# What to produce:
Whatever comes before the line containing "ring tip: (330, 222)" stays out; transcribe that line and all that follow to the end of the records exactly, with no pictures.

# Data shown:
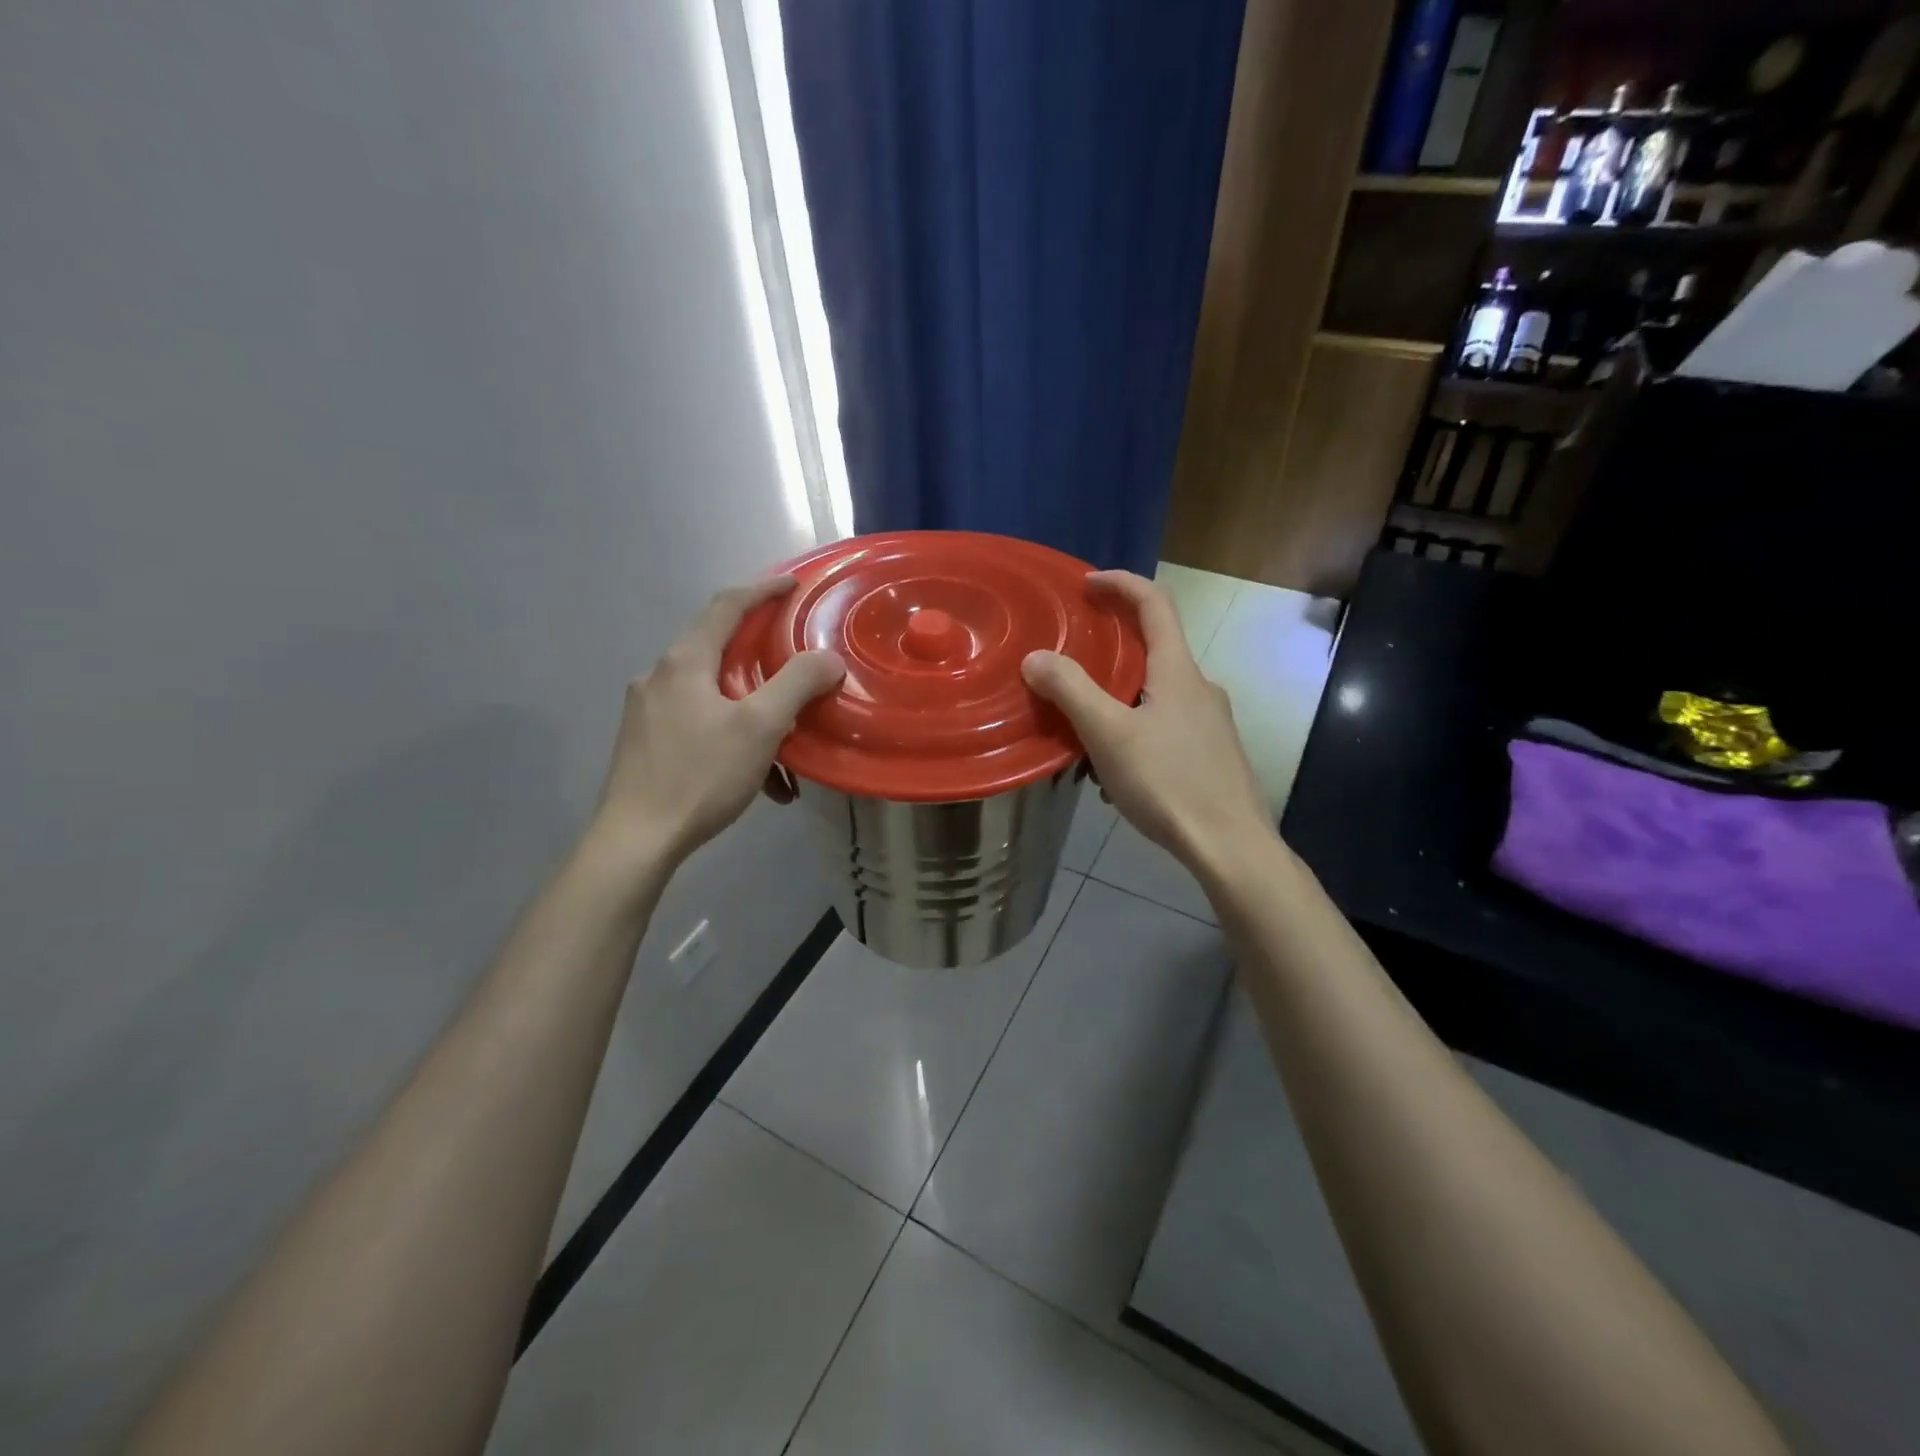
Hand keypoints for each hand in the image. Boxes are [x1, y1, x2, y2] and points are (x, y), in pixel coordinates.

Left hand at [592, 576, 843, 867]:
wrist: (636, 839)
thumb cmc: (700, 775)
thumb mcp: (760, 726)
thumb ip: (797, 683)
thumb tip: (827, 658)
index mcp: (684, 661)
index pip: (726, 605)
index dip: (762, 590)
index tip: (793, 585)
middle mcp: (659, 676)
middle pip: (718, 648)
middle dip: (762, 656)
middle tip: (796, 663)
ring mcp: (647, 711)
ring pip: (712, 693)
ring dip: (753, 710)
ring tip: (786, 744)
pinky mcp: (645, 743)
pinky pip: (699, 725)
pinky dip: (732, 739)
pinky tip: (758, 779)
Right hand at [1021, 571, 1272, 874]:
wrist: (1230, 846)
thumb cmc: (1169, 782)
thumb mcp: (1109, 734)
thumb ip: (1071, 690)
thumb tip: (1036, 657)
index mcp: (1179, 671)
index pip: (1154, 604)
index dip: (1120, 583)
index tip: (1086, 582)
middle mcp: (1201, 687)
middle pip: (1155, 649)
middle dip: (1112, 649)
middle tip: (1072, 663)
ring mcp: (1211, 722)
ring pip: (1157, 693)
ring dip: (1120, 698)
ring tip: (1084, 729)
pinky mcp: (1212, 754)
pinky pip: (1165, 725)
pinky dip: (1135, 729)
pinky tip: (1115, 770)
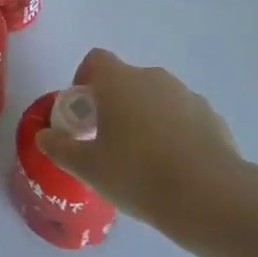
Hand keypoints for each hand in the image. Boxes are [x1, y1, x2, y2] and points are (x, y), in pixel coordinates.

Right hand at [35, 48, 243, 243]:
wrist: (210, 197)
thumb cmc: (137, 173)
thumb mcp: (88, 168)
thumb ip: (61, 148)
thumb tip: (44, 136)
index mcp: (118, 80)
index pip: (96, 59)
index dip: (85, 78)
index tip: (84, 111)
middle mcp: (152, 77)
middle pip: (127, 80)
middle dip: (116, 103)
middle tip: (110, 140)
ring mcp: (187, 95)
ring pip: (158, 99)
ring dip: (148, 118)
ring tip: (146, 159)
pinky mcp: (214, 118)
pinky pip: (185, 118)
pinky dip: (177, 133)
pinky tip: (176, 168)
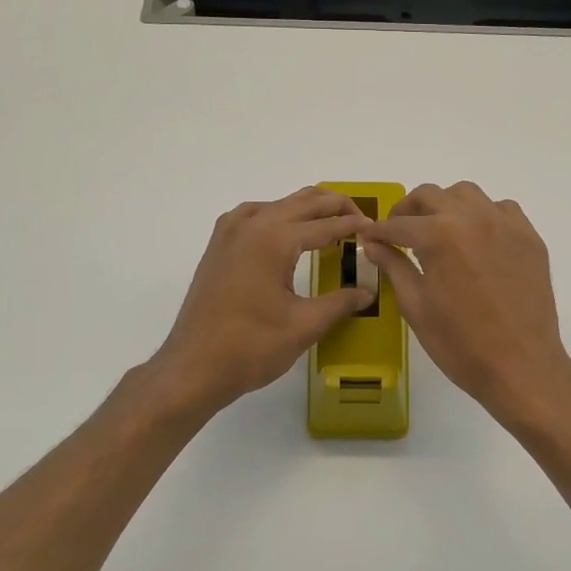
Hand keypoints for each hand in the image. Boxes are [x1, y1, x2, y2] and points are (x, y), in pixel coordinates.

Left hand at [148, 188, 375, 417]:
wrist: (193, 367)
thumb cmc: (251, 347)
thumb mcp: (304, 326)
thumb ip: (340, 302)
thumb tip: (368, 291)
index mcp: (274, 239)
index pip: (325, 224)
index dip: (354, 226)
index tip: (376, 229)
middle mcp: (251, 225)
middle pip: (302, 203)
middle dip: (335, 206)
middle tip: (361, 220)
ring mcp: (230, 233)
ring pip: (277, 204)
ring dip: (306, 207)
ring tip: (330, 222)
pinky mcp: (218, 246)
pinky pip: (253, 215)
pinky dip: (277, 214)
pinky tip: (285, 230)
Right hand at [357, 182, 570, 425]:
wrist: (521, 367)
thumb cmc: (460, 344)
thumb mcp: (416, 307)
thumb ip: (394, 267)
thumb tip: (373, 244)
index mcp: (439, 236)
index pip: (398, 224)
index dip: (379, 231)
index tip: (370, 237)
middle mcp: (472, 218)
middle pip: (431, 195)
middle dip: (408, 211)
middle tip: (399, 232)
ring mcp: (505, 224)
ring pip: (467, 194)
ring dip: (446, 205)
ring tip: (439, 230)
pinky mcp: (529, 237)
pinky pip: (501, 209)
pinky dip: (483, 215)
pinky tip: (477, 240)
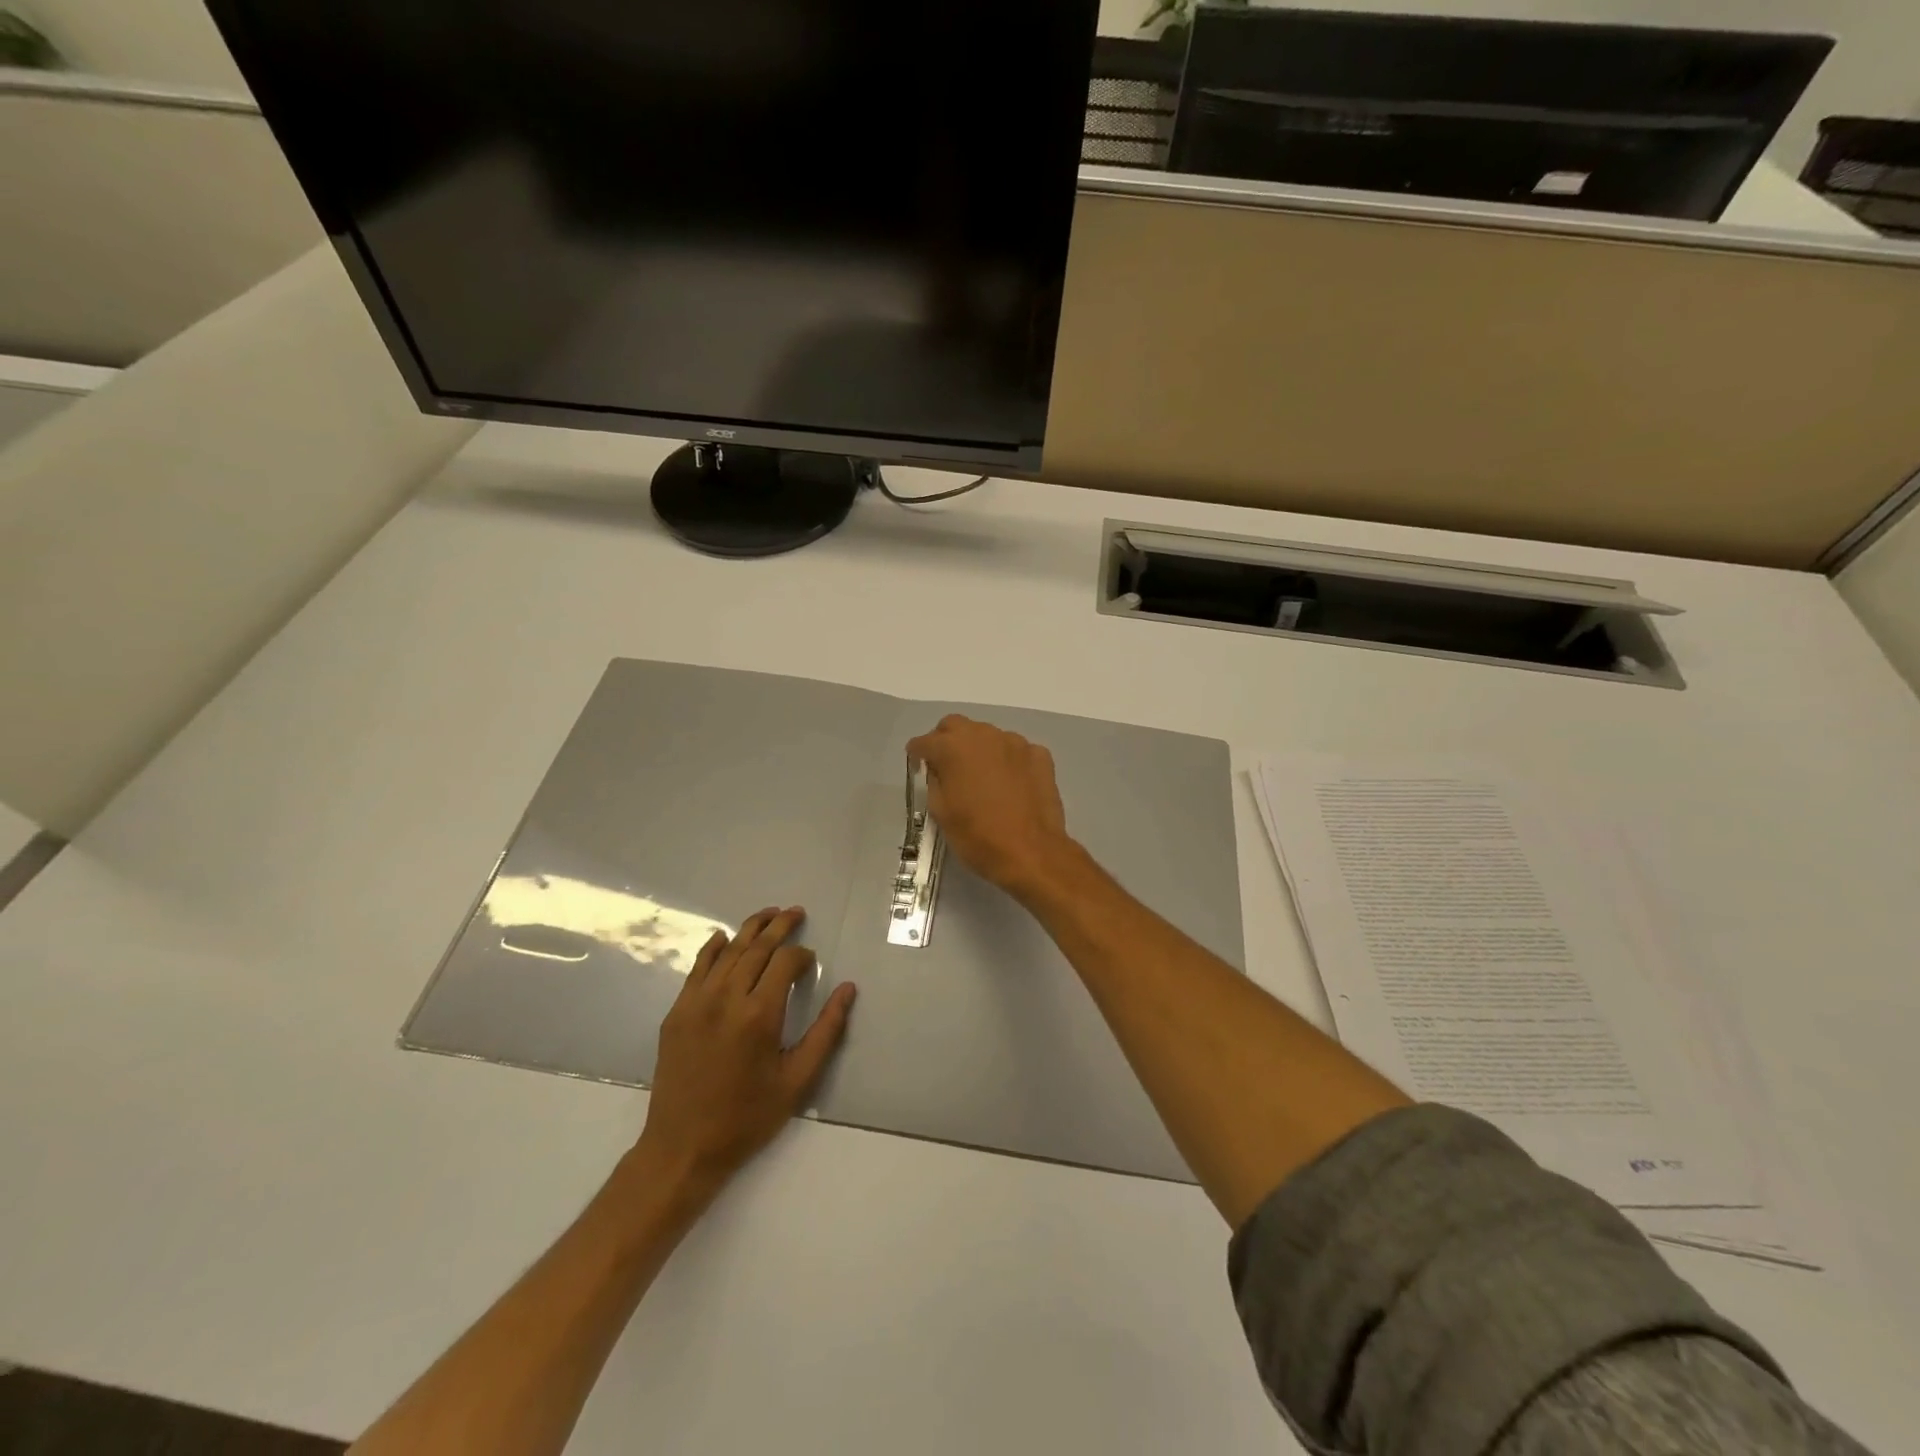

# Exercise solution:
ring tip: (330, 222)
pinky mcp: (218, 246)
pinky pip: (253, 215)
pinky dip: (277, 214)
pinky tip: (285, 230)
Right hand at [357, 182, 570, 425]:
wrist: (521, 367)
thumb cmc: (460, 344)
thumb mcp: (416, 307)
thumb ip: (394, 267)
thumb tip: (373, 244)
index mcp: (439, 236)
index pip: (398, 224)
index dip: (379, 231)
index tip: (370, 237)
middle mcp: (472, 218)
middle pip: (431, 195)
middle dip: (408, 211)
middle tip: (399, 232)
ring mcp: (505, 224)
ring pip: (467, 194)
ring dip: (446, 205)
ring tip: (439, 230)
pinky mcp: (529, 237)
pinky pip: (501, 209)
pinky dip: (483, 215)
pinky tip: (477, 240)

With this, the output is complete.